VCTs will now retain their tax-approved status if they merge or are wound up. In the event of a merger or wind-up under the previous regime investors lost their 20 per cent income tax relief on investments up to £100,000 and capital gains reinvestment relief, which allows them to defer capital gains tax on any profit if they reinvest it. This should help make the trusts more attractive to private investors, a move that could help them raise money in a climate where several have been withdrawn after failing to meet minimum funding levels.
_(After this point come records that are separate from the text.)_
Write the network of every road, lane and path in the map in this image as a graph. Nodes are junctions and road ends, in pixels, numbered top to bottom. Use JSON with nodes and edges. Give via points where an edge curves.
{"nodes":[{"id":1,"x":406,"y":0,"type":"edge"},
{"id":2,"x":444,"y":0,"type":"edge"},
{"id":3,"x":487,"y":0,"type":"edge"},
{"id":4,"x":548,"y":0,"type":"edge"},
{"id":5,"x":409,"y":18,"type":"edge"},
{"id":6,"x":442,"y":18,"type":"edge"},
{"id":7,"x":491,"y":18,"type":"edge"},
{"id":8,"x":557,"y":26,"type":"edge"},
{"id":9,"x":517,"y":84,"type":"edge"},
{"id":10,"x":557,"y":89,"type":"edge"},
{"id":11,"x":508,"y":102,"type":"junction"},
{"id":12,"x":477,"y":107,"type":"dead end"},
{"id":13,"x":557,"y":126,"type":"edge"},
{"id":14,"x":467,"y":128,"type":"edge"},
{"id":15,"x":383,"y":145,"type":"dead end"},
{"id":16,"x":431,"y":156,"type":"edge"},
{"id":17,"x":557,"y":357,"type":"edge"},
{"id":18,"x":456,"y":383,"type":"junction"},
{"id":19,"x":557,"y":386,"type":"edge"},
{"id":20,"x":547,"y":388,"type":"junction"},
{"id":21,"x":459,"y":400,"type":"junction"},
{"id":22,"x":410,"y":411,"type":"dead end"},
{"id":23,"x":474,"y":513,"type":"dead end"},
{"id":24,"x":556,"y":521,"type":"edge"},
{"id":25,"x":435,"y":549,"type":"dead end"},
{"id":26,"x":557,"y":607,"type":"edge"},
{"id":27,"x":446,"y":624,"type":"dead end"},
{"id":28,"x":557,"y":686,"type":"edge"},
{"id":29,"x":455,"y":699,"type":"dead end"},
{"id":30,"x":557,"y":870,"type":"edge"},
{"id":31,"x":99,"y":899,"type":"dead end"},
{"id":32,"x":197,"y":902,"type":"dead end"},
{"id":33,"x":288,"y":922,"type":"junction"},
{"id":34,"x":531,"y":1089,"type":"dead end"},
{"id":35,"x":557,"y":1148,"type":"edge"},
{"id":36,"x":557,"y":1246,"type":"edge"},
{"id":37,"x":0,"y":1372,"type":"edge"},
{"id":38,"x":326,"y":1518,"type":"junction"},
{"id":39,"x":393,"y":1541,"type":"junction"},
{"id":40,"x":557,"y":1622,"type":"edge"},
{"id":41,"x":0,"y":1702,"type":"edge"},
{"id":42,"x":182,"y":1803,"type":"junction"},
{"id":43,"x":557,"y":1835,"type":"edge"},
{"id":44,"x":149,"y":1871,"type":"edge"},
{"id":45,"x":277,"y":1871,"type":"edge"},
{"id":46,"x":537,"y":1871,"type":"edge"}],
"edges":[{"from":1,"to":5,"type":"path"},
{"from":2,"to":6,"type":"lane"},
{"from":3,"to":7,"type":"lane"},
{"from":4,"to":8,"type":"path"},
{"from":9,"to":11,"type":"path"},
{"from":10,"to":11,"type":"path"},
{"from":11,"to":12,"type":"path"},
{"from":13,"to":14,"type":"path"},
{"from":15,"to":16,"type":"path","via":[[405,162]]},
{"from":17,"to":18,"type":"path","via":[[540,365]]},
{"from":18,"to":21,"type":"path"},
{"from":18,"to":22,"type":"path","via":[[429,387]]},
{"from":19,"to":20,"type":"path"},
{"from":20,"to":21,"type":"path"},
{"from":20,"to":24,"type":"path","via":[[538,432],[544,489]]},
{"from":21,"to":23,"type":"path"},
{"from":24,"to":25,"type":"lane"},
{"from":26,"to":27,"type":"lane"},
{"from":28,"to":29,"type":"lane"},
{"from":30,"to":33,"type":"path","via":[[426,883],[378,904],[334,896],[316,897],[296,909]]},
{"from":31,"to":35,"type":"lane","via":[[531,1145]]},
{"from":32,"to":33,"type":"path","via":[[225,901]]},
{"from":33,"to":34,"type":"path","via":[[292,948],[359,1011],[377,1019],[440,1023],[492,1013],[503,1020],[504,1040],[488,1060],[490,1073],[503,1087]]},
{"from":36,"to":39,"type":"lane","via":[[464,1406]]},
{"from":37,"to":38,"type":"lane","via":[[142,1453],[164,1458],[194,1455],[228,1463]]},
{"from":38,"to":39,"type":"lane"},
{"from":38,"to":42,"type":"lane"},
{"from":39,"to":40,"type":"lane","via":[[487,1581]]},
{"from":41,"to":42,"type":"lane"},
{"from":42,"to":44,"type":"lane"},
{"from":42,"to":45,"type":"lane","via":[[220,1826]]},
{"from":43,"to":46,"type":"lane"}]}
Jill Hallpike, a professional support lawyer in tax at European law firm SJ Berwin, said: “These changes will allow consolidation in the VCT market and mean that trusts will be able to focus on commercial rather than tax considerations when making decisions.”
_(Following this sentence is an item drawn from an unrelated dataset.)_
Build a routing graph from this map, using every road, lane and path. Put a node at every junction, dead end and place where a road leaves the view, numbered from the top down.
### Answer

Small businesses were also the beneficiaries of a number of tax cuts. The starting rate for corporation tax has been cut from 10 per cent to zero and small companies’ tax has been reduced by 2 per cent to 19 per cent. An increase in the value-added tax registration threshold was amongst measures to alleviate the effect this tax has on smaller companies. Changes to encourage innovation and technical advances include the extension of research and development tax credits. Under the previous system, SMEs controlled by a single venture capital fund were not eligible but now the credit will be available to more companies, including larger businesses.